SQL> execute dbms_stats.lock_schema_stats('SH');
To Unlock the statistics with the UNLOCK_SCHEMA_STATS procedure:
SQL> execute dbms_stats.unlock_schema_stats('SH');
 


Handling Missing Statistics (Dynamic sampling )
(dynamic statistics, dynamic sampling)

The tables have had data loaded into them outside the nightly batch window. You can’t collect statistics on the table during the day when the database is handling other workload.

dynamic statistics to compensate for missing statistics

In earlier releases, the databases always gathered dynamic statistics by default when it was confronted by a table with missing optimizer statistics.

 In Oracle Database 12c, the optimizer determines whether dynamic statistics collection is useful in a particular case, as well as the statistics level to use. In  12c, not only missing statistics but also insufficient statistics can trigger dynamic statistics collection by the optimizer. By default, when optimizer statistics are either missing or not sufficient, the database automatically collects dynamic statistics.

The database will scan a random sample of data blocks in a table when you enable dynamic sampling. You
enable/disable dynamic sampling in the database by setting the optimizer_dynamic_sampling initialization
parameter. Dynamic sampling is enabled by default, as you can see from the following:

 Required parameter  optimizer_dynamic_sampling 

SQL> show parameter dynamic

NAME TYPE VALUE
-------------------------- ------- -----
optimizer_dynamic_sampling integer 2


SQL> alter system set optimizer_dynamic_sampling=4 scope=both;

The optimizer decides whether to use dynamic statistics based on factors such as:
• SQL statements use parallel execution.
• You’ve created a SQL plan directive.
• The SQL statement was captured in SQL Plan Management or Automatic Workload Repository
or is currently in the shared SQL area.



Note that the sample size used for dynamic statistics at various sampling levels:

Level 0: Doesn’t use dynamic statistics.
• Level 1: Uses dynamic statistics for all tables that don’t have statistics, provided there’s at least
one non-partitioned table without statistics in the query; the table must also not have any indexes, and it must be larger than 32 blocks, which is the sample size for this level.
 

• Level 2: Uses dynamic statistics if at least one table in the query has no statistics; the sample size is 64 blocks.

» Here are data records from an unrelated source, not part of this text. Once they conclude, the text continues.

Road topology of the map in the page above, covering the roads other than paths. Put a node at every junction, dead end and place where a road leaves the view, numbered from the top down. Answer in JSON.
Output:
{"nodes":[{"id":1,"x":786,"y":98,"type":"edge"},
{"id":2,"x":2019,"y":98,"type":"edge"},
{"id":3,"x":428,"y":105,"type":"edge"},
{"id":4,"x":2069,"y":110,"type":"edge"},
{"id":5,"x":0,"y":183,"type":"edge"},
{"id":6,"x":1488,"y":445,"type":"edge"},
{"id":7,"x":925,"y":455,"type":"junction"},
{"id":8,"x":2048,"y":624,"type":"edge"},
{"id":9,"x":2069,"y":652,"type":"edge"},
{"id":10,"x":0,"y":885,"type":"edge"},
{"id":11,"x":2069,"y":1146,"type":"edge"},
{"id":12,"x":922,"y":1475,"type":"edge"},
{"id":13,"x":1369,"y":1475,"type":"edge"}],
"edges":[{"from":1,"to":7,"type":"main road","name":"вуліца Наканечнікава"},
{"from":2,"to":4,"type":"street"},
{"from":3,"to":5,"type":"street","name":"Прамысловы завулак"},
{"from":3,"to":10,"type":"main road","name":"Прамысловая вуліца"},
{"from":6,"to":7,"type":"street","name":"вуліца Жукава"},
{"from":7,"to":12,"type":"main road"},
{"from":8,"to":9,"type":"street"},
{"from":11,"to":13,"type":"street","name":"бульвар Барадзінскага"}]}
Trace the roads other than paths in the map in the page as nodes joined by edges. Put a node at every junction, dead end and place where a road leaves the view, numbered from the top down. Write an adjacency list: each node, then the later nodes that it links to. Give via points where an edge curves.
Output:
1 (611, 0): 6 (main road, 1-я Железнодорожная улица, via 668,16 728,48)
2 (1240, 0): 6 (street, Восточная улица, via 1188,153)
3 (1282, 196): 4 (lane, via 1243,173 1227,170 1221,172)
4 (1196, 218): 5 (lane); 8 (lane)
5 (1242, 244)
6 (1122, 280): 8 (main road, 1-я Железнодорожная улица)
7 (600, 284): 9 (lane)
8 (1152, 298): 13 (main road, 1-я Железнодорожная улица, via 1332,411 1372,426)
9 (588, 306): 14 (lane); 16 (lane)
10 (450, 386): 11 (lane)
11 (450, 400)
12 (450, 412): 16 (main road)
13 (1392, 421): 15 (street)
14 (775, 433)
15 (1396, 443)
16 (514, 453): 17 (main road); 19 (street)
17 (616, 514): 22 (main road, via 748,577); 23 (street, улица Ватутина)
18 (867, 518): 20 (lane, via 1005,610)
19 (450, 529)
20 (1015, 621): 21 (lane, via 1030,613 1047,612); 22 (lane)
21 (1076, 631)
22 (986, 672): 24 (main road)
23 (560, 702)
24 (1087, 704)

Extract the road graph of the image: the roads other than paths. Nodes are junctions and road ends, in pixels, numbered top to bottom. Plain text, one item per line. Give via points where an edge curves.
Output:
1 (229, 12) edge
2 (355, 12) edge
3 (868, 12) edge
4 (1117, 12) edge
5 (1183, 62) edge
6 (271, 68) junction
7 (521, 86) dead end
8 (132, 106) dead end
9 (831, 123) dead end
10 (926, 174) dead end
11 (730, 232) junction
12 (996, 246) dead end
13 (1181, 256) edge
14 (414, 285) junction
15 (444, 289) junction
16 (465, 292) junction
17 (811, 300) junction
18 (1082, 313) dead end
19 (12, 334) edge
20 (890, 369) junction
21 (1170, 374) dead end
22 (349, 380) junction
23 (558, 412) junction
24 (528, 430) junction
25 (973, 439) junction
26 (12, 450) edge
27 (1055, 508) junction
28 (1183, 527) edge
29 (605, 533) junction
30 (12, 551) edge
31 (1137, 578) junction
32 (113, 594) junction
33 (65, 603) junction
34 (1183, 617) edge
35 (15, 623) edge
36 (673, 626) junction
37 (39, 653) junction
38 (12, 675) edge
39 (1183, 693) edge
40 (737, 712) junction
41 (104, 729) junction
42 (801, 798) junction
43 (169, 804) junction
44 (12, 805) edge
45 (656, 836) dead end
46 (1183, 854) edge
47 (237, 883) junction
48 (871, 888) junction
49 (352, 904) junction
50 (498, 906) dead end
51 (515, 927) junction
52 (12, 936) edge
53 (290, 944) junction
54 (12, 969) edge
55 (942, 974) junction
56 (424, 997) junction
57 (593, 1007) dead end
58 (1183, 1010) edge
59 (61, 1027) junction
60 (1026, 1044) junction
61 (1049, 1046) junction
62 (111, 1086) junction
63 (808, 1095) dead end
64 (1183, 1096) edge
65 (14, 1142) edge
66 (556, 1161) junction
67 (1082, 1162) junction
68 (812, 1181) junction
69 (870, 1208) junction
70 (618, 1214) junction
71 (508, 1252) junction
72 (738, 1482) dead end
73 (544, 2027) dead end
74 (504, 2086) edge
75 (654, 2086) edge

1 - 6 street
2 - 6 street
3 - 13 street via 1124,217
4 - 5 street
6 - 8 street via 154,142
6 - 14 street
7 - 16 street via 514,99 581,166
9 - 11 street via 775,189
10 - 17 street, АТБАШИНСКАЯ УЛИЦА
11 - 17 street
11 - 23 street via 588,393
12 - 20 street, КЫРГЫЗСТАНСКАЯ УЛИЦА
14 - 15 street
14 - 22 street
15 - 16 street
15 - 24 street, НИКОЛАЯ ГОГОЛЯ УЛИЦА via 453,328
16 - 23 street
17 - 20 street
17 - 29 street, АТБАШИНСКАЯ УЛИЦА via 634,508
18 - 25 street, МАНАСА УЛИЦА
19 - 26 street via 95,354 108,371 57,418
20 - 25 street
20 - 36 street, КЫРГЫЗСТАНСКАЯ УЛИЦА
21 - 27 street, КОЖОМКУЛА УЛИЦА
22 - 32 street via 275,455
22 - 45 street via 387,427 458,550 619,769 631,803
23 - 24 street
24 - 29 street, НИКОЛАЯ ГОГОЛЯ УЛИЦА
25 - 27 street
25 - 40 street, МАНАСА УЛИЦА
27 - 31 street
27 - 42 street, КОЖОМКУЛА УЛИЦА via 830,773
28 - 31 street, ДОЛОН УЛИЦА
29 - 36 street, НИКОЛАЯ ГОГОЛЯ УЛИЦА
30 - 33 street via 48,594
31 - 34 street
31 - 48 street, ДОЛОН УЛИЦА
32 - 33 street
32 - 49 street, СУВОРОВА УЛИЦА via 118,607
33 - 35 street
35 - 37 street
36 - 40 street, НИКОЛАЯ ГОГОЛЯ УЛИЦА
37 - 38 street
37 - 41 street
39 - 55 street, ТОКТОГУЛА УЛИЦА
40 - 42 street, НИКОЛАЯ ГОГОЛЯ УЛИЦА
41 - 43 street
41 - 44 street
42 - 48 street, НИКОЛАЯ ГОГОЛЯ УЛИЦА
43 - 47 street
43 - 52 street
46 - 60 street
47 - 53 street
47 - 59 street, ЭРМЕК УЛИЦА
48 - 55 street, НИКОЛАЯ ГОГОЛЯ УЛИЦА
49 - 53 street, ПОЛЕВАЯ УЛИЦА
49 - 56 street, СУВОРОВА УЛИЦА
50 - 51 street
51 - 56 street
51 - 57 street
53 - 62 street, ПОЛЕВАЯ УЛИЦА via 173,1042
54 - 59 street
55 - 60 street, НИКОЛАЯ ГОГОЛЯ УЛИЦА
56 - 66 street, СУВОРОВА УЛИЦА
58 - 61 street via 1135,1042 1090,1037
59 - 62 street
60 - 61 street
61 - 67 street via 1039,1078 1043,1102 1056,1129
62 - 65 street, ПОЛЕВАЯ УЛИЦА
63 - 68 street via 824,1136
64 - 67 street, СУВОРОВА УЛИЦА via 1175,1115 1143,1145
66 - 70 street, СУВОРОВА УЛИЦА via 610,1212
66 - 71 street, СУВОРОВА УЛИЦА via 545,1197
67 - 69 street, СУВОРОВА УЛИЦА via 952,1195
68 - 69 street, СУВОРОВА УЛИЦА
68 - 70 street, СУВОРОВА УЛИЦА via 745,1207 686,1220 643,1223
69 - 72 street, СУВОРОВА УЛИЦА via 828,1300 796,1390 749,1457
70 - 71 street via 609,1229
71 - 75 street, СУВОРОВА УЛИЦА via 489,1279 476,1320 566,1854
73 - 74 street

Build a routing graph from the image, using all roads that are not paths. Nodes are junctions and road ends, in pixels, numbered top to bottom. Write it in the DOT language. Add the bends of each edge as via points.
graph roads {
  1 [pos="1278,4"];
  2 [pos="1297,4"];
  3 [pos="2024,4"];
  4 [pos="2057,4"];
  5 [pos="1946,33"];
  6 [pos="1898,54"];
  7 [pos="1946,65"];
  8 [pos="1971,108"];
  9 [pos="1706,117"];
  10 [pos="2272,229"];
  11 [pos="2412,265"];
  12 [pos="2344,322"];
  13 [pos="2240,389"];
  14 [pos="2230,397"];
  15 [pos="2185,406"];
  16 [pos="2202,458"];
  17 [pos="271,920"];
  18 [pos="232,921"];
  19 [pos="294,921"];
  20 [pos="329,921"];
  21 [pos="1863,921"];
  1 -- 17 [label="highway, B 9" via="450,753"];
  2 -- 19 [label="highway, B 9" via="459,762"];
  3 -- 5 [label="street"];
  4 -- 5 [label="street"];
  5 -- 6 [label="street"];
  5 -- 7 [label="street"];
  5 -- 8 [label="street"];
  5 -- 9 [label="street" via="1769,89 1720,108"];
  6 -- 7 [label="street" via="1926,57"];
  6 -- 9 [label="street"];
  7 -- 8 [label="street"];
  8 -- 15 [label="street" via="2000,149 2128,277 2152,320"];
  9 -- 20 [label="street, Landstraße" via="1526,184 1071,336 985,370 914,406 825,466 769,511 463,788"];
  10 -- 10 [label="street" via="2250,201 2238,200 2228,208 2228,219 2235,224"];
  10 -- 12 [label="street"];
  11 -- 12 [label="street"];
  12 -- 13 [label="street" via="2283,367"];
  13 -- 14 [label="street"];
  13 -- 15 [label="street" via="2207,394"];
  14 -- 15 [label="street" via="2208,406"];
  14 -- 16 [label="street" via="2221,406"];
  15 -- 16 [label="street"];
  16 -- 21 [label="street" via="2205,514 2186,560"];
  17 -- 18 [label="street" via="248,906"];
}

• Level 3: Uses dynamic statistics if the query meets the level 2 criteria and it has one or more expressions in a WHERE clause predicate; a sample size is 64 blocks.
 

• Level 4: Uses dynamic statistics if the query meets all level 3 criteria, and in addition, it uses complex predicates such as an OR/AND operator between multiple predicates; the sample size is 64 blocks.
 

• Levels 5–9: Use dynamic statistics if the statement meets the level 4 criteria; each of these levels differs only in the sample size, which ranges from 128 to 4,086 blocks.
 

• Level 10: This level uses dynamic statistics for all statements, and the sample it uses isn’t really a sample because it checks all data blocks to get the statistics.
 

• Level 11: Uses dynamic statistics automatically when the optimizer deems it necessary. The statistics collected by setting this level are stored and made available to other queries.  

 Dynamic statistics do help in getting better cardinality estimates but are more suitable for longer-running queries in a data warehouse or a decision support system, 
rather than for queries in an OLTP database, because of the overhead involved. You must also keep in mind that the statistics collected through dynamic sampling are by no means the same as the statistics collected through the DBMS_STATS procedures.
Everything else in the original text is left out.